++++ Excerpted data ++++
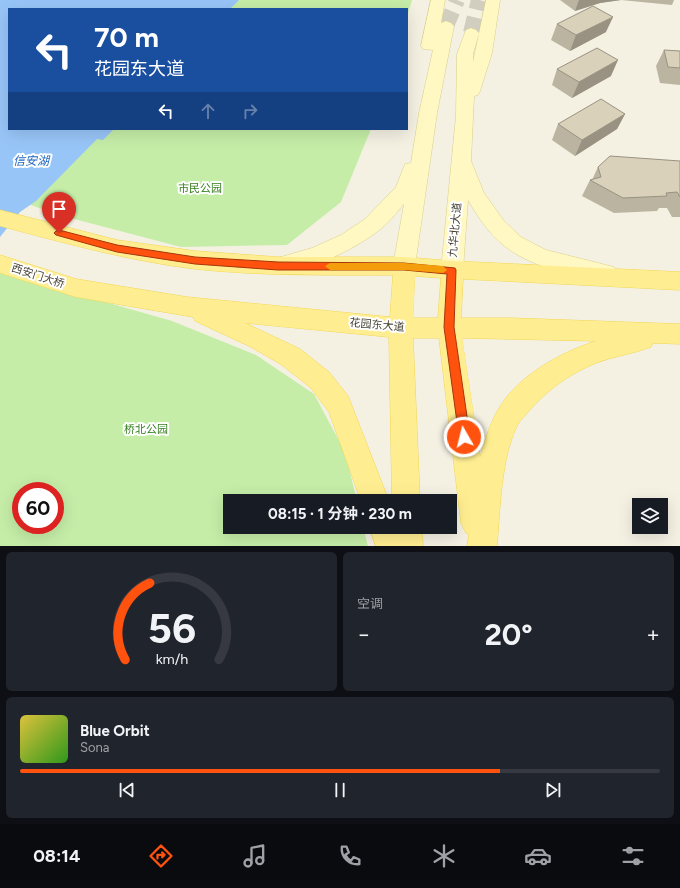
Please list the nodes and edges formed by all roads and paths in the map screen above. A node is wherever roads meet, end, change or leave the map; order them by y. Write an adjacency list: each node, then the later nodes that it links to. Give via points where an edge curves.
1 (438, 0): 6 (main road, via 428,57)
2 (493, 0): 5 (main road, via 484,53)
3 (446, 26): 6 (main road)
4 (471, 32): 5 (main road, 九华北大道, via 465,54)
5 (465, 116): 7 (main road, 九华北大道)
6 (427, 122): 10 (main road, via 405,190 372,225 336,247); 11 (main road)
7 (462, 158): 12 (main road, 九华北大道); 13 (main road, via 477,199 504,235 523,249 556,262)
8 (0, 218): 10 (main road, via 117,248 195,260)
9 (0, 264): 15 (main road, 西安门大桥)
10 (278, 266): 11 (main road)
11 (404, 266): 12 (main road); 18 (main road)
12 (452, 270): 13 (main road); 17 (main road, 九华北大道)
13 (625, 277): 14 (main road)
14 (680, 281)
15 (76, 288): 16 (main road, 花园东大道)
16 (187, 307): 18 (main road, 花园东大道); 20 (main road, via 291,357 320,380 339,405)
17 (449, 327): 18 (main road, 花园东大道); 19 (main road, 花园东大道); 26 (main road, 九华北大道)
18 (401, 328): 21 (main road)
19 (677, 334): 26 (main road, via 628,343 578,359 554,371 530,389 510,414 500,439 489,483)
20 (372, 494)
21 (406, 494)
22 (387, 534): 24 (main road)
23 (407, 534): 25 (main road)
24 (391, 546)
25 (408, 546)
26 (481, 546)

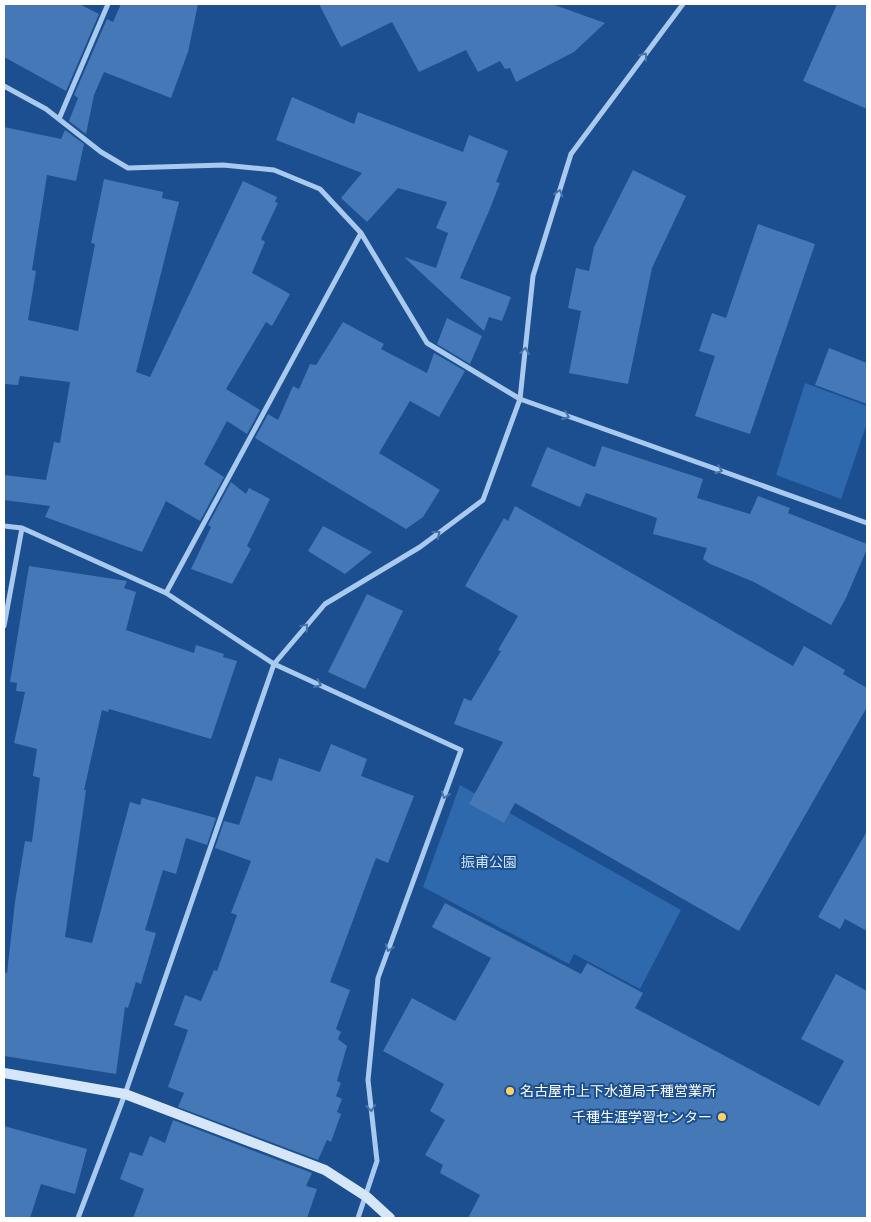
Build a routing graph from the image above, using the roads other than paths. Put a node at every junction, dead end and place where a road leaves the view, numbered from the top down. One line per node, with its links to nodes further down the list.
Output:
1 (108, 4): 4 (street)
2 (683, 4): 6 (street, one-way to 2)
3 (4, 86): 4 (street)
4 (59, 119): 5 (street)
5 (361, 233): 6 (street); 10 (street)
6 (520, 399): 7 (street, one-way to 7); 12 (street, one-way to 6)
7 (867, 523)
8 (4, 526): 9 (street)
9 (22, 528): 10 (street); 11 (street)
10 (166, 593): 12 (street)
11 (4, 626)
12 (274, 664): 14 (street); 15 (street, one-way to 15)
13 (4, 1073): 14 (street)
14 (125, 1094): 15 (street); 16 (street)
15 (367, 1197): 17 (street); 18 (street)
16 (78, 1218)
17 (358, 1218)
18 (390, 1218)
++++
§ **Aim of the task**
Images should not appear in the copy; retype the listing above exactly.

§ **Result**
Please list the nodes and edges formed by all roads and paths in the map screen above. A node is wherever roads meet, end, change or leave the map; order them by y. Write an adjacency list: each node, then the later nodes that it links to. Give via points where an edge curves.
1 (438, 0): 6 (main road, via 428,57)
2 (493, 0): 5 (main road, via 484,53)
3 (446, 26): 6 (main road)
4 (471, 32): 5 (main road, 九华北大道, via 465,54)
5 (465, 116): 7 (main road, 九华北大道)
6 (427, 122): 10 (main road, via 405,190 372,225 336,247); 11 (main road)
7 (462, 158): 12 (main road, 九华北大道); 13 (main road, via 477,199 504,235 523,249 556,262)
8 (0, 218): 10 (main road, via 117,248 195,260)
9 (0, 264): 15 (main road, 西安门大桥)
10 (278, 266): 11 (main road)
11 (404, 266): 12 (main road); 18 (main road)
12 (452, 270): 13 (main road); 17 (main road, 九华北大道)
13 (625, 277): 14 (main road)
14 (680, 281)
15 (76, 288): 16 (main road, 花园东大道)
16 (187, 307): 18 (main road, 花园东大道); 20 (main road, via 291,357 320,380 339,405)
17 (449, 327): 18 (main road, 花园东大道); 19 (main road, 花园东大道); 26 (main road, 九华北大道)
18 (401, 328): 21 (main road)
19 (677, 334): 26 (main road, via 628,343 578,359 554,371 530,389 510,414 500,439 489,483)
20 (372, 494)
21 (406, 494)
22 (387, 534): 24 (main road)
23 (407, 534): 25 (main road)
24 (391, 546)
25 (408, 546)
26 (481, 546)

Build a routing graph from the image above, using the roads other than paths. Put a node at every junction, dead end and place where a road leaves the view, numbered from the top down. One line per node, with its links to nodes further down the list.
Output:
1 (108, 4): 4 (street)
2 (683, 4): 6 (street, one-way to 2)
3 (4, 86): 4 (street)
4 (59, 119): 5 (street)
5 (361, 233): 6 (street); 10 (street)
6 (520, 399): 7 (street, one-way to 7); 12 (street, one-way to 6)
7 (867, 523)
8 (4, 526): 9 (street)
9 (22, 528): 10 (street); 11 (street)
10 (166, 593): 12 (street)
11 (4, 626)
12 (274, 664): 14 (street); 15 (street, one-way to 15)
13 (4, 1073): 14 (street)
14 (125, 1094): 15 (street); 16 (street)
15 (367, 1197): 17 (street); 18 (street)
16 (78, 1218)
17 (358, 1218)
18 (390, 1218)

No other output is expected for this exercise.